#### Problem to work on
Search the lines of the records for the word "Bandar", and copy every line that has it.

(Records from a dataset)
++++++++
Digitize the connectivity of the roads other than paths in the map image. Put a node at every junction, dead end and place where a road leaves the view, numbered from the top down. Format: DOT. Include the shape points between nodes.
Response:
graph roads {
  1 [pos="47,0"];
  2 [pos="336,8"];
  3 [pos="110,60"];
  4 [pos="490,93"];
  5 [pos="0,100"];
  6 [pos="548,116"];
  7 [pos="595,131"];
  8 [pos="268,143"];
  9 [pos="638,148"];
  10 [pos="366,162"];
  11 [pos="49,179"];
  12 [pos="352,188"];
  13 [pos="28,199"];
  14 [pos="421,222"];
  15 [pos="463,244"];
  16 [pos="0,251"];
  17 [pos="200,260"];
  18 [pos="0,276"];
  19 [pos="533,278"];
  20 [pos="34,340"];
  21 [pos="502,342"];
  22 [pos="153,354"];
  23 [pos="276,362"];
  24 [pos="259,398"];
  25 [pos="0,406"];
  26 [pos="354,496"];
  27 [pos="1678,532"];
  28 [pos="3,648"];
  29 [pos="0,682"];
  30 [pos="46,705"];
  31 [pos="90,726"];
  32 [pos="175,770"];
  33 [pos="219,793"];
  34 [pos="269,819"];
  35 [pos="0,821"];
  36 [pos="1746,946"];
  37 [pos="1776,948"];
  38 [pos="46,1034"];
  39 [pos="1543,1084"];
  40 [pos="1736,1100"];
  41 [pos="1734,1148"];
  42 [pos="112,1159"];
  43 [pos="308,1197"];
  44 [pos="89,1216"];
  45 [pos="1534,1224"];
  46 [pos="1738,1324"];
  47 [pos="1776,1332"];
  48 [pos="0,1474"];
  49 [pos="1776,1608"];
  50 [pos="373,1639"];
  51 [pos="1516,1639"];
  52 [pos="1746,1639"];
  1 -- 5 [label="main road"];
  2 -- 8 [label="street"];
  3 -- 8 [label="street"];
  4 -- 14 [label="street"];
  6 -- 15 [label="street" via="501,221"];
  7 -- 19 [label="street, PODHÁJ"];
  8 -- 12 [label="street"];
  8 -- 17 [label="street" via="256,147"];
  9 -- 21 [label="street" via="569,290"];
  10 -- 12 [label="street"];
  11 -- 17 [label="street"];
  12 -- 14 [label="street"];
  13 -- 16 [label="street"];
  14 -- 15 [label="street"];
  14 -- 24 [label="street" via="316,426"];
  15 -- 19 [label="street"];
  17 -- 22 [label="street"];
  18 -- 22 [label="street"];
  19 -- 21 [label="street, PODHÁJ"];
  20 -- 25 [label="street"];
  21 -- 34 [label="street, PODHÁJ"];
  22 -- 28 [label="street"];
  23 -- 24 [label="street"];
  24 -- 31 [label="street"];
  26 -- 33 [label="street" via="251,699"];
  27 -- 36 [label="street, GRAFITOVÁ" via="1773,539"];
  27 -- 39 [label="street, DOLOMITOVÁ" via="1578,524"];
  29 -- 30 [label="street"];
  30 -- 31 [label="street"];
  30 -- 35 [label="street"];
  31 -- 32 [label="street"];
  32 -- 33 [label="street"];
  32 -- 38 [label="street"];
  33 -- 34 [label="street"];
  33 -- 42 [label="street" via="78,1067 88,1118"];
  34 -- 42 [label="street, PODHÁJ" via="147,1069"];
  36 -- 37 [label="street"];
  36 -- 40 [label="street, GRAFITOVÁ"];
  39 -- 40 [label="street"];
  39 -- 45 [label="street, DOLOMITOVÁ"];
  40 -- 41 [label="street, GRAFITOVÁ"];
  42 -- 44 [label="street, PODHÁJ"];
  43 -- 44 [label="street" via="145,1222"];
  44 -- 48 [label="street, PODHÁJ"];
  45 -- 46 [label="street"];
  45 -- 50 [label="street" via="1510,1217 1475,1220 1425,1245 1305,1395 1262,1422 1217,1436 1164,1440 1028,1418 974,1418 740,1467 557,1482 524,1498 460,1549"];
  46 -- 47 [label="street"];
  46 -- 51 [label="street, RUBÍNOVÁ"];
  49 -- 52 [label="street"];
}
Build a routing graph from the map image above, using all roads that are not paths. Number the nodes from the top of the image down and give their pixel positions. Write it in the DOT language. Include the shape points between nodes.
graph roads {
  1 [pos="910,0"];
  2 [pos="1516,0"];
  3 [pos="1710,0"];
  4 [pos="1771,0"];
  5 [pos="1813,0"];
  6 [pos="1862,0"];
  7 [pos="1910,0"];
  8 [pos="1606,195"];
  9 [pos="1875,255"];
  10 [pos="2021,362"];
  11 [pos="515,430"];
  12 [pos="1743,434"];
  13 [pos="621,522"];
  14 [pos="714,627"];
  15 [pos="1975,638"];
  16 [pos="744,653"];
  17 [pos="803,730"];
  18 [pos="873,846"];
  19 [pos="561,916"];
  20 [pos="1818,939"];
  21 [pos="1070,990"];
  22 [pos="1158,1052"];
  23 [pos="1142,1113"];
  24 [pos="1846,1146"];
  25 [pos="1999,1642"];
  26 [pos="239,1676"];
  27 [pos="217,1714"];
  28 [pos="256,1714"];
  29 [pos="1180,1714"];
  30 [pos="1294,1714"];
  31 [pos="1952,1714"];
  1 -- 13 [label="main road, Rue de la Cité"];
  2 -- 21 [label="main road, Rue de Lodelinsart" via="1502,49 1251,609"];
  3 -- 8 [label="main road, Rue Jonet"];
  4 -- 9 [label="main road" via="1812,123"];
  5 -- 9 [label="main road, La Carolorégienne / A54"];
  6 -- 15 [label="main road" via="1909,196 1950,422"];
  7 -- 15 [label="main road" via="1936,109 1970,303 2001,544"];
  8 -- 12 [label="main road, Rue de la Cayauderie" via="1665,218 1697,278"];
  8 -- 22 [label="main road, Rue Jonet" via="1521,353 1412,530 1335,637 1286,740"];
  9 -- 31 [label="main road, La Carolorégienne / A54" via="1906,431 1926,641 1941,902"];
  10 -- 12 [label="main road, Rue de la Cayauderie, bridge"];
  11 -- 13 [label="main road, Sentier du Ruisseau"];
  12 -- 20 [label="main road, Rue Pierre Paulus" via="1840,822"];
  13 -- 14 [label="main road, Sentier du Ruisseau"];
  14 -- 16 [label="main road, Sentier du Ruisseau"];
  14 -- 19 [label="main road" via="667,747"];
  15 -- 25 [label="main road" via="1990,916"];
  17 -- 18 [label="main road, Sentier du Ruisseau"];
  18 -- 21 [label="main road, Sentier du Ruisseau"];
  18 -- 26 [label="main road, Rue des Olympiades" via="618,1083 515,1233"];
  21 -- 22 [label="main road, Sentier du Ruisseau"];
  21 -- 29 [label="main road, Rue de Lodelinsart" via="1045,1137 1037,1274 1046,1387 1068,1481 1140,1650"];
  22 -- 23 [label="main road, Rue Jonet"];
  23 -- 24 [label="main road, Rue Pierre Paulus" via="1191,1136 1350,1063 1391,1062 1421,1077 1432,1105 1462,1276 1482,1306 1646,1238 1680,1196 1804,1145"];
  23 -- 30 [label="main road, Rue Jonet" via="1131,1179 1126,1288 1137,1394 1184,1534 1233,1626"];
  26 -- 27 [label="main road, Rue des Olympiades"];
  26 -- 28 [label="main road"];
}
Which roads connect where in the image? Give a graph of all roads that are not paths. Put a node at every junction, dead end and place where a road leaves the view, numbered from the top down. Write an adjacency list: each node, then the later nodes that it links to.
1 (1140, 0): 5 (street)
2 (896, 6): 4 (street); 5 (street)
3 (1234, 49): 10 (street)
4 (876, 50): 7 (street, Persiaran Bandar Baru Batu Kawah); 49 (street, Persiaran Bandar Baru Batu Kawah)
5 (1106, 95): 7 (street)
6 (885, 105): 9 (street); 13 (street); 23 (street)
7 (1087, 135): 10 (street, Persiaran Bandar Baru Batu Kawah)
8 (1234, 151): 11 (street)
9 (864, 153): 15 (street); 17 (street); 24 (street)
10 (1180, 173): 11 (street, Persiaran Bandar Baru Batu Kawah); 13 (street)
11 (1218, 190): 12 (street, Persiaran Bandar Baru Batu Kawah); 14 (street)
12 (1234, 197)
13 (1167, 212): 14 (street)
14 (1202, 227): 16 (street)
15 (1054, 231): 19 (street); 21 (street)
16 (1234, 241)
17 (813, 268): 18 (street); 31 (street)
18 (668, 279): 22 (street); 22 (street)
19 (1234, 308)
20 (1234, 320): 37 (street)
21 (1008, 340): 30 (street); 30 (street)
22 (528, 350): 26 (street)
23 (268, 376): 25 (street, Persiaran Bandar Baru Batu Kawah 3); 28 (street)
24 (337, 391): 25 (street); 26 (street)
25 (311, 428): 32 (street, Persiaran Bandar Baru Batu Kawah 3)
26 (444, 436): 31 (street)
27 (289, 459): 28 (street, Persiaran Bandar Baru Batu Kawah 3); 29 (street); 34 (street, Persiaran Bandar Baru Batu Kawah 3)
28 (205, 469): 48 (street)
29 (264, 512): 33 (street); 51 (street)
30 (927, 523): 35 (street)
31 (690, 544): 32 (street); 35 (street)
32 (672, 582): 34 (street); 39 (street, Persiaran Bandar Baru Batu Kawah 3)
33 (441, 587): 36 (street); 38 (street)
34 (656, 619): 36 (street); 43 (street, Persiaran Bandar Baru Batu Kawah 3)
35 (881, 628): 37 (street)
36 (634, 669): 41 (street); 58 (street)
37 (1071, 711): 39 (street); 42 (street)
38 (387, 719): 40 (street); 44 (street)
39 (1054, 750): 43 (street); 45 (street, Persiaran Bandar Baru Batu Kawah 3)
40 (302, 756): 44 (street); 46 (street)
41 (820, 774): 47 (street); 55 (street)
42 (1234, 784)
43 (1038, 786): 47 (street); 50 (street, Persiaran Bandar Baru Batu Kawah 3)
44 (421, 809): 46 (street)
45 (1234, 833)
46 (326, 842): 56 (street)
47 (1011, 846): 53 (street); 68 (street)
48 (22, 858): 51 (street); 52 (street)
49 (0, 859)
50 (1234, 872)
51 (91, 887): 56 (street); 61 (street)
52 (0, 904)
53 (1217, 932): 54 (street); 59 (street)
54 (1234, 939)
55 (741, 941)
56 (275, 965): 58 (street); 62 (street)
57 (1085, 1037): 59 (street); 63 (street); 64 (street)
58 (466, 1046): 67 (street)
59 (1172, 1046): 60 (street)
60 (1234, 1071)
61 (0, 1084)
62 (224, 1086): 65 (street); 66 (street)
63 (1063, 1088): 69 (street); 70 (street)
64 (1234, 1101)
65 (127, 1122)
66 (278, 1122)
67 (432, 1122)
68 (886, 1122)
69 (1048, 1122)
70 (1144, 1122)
++++++++
#### Output of the task
4 (876, 50): 7 (street, Persiaran Bandar Baru Batu Kawah); 49 (street, Persiaran Bandar Baru Batu Kawah)
7 (1087, 135): 10 (street, Persiaran Bandar Baru Batu Kawah)
10 (1180, 173): 11 (street, Persiaran Bandar Baru Batu Kawah); 13 (street)
11 (1218, 190): 12 (street, Persiaran Bandar Baru Batu Kawah); 14 (street)
23 (268, 376): 25 (street, Persiaran Bandar Baru Batu Kawah 3); 28 (street)
25 (311, 428): 32 (street, Persiaran Bandar Baru Batu Kawah 3)
27 (289, 459): 28 (street, Persiaran Bandar Baru Batu Kawah 3); 29 (street); 34 (street, Persiaran Bandar Baru Batu Kawah 3)
32 (672, 582): 34 (street); 39 (street, Persiaran Bandar Baru Batu Kawah 3)
34 (656, 619): 36 (street); 43 (street, Persiaran Bandar Baru Batu Kawah 3)
39 (1054, 750): 43 (street); 45 (street, Persiaran Bandar Baru Batu Kawah 3)
43 (1038, 786): 47 (street); 50 (street, Persiaran Bandar Baru Batu Kawah 3)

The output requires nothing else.